#### Exercise instructions:
From the listing below, pull out every line where the string "points" appears.

#### The data:
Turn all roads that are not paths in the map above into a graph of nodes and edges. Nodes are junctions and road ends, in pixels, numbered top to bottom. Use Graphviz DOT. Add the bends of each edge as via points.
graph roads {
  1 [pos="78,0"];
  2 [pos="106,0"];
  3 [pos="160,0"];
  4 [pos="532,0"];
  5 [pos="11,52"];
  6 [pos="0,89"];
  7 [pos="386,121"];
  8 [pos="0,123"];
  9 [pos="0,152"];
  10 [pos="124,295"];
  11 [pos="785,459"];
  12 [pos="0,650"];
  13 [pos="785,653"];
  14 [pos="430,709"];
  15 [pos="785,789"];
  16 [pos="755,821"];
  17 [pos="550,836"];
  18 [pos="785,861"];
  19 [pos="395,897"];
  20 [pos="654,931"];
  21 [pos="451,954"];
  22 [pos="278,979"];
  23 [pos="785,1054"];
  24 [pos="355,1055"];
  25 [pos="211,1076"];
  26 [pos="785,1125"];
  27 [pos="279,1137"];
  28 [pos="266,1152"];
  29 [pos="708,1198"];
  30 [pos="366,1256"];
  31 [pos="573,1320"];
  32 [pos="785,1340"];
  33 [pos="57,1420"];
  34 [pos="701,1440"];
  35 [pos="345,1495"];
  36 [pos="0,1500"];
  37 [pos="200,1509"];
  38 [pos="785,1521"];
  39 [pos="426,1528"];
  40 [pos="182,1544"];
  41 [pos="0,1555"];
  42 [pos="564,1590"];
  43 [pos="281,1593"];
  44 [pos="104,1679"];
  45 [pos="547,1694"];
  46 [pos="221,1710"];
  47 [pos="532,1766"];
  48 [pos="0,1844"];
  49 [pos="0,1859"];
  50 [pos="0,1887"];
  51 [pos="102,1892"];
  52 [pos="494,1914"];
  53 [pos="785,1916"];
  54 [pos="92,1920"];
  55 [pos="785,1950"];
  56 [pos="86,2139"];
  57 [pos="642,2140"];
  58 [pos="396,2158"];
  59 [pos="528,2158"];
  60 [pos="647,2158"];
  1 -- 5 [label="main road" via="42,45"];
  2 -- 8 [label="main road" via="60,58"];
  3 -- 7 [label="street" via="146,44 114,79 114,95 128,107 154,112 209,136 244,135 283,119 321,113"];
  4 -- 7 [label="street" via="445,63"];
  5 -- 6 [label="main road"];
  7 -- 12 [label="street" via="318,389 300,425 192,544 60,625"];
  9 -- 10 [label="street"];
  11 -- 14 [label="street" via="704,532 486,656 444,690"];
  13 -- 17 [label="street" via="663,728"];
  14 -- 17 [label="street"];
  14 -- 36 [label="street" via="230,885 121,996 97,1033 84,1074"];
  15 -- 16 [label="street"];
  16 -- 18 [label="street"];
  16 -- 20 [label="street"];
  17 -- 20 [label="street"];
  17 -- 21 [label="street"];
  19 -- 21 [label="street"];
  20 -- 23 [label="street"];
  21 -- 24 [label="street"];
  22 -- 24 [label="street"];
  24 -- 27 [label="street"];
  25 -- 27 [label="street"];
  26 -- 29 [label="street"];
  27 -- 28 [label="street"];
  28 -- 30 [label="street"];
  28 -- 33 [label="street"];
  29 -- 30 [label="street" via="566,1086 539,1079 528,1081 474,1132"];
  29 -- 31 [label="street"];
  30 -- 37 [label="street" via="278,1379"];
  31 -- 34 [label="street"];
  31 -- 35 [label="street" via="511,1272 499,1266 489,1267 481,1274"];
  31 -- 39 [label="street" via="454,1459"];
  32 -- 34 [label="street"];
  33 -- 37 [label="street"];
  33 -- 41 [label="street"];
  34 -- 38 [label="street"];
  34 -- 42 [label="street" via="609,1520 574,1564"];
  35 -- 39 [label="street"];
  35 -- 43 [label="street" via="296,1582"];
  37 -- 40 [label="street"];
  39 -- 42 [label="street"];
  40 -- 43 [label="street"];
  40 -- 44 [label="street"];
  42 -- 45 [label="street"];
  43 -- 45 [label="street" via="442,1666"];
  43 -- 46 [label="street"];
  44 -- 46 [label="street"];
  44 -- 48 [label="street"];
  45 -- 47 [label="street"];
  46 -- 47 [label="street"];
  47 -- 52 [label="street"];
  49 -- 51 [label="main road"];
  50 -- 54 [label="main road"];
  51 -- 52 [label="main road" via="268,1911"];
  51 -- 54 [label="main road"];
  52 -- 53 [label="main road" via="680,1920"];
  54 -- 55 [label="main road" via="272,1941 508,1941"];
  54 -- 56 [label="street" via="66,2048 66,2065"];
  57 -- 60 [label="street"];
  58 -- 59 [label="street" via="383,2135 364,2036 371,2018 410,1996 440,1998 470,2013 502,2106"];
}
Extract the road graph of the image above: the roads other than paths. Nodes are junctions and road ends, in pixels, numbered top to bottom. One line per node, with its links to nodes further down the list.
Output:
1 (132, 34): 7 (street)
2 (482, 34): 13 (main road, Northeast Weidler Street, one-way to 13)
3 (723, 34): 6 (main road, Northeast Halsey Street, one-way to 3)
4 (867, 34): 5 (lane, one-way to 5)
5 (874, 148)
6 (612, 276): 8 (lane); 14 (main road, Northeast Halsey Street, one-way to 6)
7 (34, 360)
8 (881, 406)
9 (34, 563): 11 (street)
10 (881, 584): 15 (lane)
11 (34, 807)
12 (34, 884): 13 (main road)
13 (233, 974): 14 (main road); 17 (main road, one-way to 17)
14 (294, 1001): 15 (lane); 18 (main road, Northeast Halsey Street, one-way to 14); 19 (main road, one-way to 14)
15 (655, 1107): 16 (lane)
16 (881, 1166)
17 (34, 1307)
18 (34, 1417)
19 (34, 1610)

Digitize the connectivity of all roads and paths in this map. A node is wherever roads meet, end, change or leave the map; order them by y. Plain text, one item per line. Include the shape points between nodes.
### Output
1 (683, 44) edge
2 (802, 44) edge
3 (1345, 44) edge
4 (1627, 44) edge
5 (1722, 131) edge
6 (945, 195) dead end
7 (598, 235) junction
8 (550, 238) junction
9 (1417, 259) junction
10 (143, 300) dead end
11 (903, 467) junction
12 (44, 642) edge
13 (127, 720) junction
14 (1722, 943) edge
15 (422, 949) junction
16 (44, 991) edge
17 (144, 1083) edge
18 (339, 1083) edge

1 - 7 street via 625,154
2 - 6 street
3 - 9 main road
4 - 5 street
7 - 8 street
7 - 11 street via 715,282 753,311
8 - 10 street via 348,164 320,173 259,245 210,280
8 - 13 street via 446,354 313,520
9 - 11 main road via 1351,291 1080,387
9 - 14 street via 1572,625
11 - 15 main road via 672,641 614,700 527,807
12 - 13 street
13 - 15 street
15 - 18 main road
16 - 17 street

#### Final answer:
Turn all roads that are not paths in the map above into a graph of nodes and edges. Nodes are junctions and road ends, in pixels, numbered top to bottom. Use Graphviz DOT. Add the bends of each edge as via points.
Digitize the connectivity of all roads and paths in this map. A node is wherever roads meet, end, change or leave the map; order them by y. Plain text, one item per line. Include the shape points between nodes.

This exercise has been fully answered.